■ EXTRACTED MATERIAL
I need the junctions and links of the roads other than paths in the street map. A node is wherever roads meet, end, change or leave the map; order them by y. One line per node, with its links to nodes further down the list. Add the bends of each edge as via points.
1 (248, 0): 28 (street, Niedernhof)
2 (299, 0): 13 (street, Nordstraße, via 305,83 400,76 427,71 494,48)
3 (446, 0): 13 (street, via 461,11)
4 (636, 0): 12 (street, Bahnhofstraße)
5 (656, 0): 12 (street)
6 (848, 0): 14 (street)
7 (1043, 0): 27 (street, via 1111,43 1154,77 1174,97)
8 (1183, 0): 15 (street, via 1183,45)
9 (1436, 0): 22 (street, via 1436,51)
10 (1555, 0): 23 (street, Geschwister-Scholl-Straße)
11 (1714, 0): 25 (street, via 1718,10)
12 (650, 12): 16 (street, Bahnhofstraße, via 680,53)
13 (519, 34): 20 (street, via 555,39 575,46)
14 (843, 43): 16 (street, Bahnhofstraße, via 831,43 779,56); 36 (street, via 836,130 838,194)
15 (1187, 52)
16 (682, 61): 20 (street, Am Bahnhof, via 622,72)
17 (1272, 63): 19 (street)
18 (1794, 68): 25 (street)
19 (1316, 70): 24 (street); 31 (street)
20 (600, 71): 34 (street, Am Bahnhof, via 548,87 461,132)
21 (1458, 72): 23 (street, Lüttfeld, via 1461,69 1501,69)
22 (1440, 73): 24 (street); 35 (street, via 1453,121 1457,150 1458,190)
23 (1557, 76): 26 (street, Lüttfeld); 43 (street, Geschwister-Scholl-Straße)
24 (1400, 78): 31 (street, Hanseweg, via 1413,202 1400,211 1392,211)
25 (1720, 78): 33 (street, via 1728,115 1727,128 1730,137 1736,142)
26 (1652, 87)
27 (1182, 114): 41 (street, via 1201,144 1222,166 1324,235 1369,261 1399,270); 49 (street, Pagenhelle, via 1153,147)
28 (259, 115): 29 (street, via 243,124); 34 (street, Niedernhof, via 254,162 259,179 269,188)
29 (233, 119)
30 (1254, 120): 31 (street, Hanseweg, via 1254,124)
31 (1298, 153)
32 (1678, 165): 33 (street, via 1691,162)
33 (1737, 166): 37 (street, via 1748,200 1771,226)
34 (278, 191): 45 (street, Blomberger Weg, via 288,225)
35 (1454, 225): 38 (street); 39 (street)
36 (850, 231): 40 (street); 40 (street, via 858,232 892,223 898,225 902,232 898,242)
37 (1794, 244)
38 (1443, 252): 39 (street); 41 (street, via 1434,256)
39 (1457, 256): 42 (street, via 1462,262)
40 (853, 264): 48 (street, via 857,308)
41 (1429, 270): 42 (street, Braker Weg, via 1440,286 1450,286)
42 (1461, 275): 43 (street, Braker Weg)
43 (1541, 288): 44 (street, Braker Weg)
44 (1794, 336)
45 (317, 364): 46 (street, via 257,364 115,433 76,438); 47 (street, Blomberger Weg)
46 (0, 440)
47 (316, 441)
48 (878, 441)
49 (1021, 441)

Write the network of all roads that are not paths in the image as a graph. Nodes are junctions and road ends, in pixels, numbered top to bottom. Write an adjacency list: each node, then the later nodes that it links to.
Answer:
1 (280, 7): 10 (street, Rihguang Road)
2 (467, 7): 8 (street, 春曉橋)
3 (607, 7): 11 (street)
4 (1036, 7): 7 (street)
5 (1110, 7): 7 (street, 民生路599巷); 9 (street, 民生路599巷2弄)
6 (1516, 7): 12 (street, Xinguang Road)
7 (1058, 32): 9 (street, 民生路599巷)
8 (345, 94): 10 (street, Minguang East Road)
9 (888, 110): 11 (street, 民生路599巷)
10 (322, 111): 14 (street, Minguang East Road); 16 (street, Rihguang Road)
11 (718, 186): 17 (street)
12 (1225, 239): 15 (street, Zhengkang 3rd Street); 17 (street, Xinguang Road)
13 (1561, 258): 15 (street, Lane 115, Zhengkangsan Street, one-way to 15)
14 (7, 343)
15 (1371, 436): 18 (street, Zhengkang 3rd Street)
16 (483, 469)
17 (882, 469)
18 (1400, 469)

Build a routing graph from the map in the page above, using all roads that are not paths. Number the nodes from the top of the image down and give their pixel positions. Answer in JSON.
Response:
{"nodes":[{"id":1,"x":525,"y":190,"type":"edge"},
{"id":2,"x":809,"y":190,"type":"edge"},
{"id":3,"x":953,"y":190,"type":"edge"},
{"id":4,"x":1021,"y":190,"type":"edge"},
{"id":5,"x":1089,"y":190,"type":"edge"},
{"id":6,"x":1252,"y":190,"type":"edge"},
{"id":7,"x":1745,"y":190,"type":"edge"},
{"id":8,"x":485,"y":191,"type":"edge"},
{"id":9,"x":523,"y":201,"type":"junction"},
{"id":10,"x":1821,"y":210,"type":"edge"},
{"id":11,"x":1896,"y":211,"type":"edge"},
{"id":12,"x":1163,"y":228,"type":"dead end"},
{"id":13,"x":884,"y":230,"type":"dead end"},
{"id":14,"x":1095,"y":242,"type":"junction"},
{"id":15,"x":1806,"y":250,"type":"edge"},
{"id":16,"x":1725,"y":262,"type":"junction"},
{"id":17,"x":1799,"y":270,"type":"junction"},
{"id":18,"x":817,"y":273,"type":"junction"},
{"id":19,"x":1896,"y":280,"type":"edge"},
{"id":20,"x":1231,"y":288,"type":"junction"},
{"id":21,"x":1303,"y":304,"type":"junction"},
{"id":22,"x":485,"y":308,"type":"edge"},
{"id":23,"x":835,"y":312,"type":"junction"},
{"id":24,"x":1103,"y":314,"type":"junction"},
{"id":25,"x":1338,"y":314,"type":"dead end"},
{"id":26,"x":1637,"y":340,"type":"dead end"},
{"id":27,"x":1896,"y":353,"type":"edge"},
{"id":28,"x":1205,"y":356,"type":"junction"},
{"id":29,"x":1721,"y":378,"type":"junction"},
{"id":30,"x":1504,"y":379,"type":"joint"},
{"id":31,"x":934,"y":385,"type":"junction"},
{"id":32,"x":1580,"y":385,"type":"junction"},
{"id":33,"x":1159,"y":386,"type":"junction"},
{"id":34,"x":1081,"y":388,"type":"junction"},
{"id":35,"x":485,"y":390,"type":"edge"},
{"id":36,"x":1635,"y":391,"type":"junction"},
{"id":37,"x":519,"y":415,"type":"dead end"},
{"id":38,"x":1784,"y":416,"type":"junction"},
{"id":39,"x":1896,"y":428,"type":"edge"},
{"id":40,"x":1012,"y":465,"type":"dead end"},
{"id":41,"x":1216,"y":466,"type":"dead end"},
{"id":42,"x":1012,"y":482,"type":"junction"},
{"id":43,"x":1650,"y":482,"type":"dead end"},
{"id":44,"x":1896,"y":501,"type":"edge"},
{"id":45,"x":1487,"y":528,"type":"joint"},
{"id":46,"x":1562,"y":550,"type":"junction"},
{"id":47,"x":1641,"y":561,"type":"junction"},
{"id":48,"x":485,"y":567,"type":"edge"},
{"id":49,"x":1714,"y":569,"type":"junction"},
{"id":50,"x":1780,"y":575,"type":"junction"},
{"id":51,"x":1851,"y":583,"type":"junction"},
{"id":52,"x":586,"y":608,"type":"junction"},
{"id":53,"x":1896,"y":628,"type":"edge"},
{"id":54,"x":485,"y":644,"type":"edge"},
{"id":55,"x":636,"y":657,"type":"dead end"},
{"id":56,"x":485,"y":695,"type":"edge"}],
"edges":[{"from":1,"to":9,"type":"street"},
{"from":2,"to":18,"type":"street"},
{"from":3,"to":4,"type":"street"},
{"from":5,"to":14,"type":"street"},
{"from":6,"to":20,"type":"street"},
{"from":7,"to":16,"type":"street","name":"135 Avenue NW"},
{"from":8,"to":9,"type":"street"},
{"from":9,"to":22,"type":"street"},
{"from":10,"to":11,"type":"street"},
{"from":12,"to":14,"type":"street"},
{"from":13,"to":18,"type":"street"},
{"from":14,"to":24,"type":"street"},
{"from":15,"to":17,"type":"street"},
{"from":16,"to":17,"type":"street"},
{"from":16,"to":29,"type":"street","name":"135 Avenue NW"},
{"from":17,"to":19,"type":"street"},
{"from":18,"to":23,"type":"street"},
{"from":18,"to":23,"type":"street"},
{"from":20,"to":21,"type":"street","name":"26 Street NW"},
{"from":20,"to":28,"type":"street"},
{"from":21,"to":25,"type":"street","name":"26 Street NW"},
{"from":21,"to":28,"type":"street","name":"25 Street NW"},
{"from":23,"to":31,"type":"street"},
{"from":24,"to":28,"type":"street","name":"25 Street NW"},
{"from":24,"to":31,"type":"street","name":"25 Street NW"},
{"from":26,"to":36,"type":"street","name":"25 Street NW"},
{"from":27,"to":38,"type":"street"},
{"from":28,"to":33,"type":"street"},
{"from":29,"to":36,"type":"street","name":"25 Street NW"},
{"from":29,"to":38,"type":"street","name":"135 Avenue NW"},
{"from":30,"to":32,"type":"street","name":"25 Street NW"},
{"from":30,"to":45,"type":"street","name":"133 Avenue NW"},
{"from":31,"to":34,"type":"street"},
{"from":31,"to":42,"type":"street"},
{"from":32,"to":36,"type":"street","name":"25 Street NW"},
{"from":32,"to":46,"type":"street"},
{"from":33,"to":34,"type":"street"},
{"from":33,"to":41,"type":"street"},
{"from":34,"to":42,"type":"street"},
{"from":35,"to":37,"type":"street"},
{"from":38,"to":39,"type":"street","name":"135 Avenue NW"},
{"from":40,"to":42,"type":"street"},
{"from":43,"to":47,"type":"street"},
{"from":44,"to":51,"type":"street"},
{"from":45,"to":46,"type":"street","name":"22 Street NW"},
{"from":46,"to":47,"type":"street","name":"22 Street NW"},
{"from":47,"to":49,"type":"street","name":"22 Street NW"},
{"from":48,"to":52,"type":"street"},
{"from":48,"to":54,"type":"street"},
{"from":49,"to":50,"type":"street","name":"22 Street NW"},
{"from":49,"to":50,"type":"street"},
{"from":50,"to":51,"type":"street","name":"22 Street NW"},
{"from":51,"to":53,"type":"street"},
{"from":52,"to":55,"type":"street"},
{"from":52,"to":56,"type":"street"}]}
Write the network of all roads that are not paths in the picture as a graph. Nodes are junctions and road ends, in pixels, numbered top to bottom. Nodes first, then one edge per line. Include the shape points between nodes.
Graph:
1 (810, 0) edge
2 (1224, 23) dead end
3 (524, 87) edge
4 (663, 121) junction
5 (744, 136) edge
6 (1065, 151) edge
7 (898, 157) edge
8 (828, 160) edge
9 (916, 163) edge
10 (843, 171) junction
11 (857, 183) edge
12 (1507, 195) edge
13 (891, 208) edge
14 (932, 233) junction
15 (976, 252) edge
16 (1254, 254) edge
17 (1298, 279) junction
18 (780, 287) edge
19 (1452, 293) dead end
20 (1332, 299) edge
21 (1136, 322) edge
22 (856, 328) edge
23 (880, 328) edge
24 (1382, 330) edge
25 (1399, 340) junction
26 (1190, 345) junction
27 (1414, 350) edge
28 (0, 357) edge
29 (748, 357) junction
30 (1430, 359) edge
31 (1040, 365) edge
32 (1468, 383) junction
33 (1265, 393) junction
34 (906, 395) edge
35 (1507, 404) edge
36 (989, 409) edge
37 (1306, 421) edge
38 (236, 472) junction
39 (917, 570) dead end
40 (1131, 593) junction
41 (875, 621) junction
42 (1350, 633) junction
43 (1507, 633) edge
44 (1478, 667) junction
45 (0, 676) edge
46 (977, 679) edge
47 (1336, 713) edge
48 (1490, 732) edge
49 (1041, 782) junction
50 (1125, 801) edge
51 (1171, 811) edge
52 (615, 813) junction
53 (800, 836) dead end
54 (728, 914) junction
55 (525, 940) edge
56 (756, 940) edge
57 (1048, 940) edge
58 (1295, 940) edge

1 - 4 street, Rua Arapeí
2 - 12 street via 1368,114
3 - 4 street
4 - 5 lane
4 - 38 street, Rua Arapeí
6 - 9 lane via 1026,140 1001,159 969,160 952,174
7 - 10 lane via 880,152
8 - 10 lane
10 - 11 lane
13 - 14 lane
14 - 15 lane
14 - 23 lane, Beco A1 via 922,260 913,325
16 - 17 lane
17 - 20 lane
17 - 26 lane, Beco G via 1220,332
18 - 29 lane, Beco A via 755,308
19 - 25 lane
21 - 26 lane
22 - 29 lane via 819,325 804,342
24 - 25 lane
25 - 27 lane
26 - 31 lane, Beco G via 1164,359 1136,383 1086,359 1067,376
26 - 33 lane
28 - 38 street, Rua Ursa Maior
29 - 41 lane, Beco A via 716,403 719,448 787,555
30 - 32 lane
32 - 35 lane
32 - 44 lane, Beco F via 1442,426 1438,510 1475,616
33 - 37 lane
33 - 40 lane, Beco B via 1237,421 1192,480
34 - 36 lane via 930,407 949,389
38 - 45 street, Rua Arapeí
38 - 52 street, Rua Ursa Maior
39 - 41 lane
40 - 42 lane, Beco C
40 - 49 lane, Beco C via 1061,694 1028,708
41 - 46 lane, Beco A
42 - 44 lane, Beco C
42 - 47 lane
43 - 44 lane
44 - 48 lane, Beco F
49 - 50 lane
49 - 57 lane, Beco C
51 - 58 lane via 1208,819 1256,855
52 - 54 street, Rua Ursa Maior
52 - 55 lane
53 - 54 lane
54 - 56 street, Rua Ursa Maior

■ TASK OBJECTIVE
Note which lines carry the word "links" in the material, then copy each of them.

■ TASK OUTPUT
I need the junctions and links of the roads other than paths in the street map. A node is wherever roads meet, end, change or leave the map; order them by y. One line per node, with its links to nodes further down the list. Add the bends of each edge as via points.
Write the network of all roads that are not paths in the image as a graph. Nodes are junctions and road ends, in pixels, numbered top to bottom. Write an adjacency list: each node, then the later nodes that it links to.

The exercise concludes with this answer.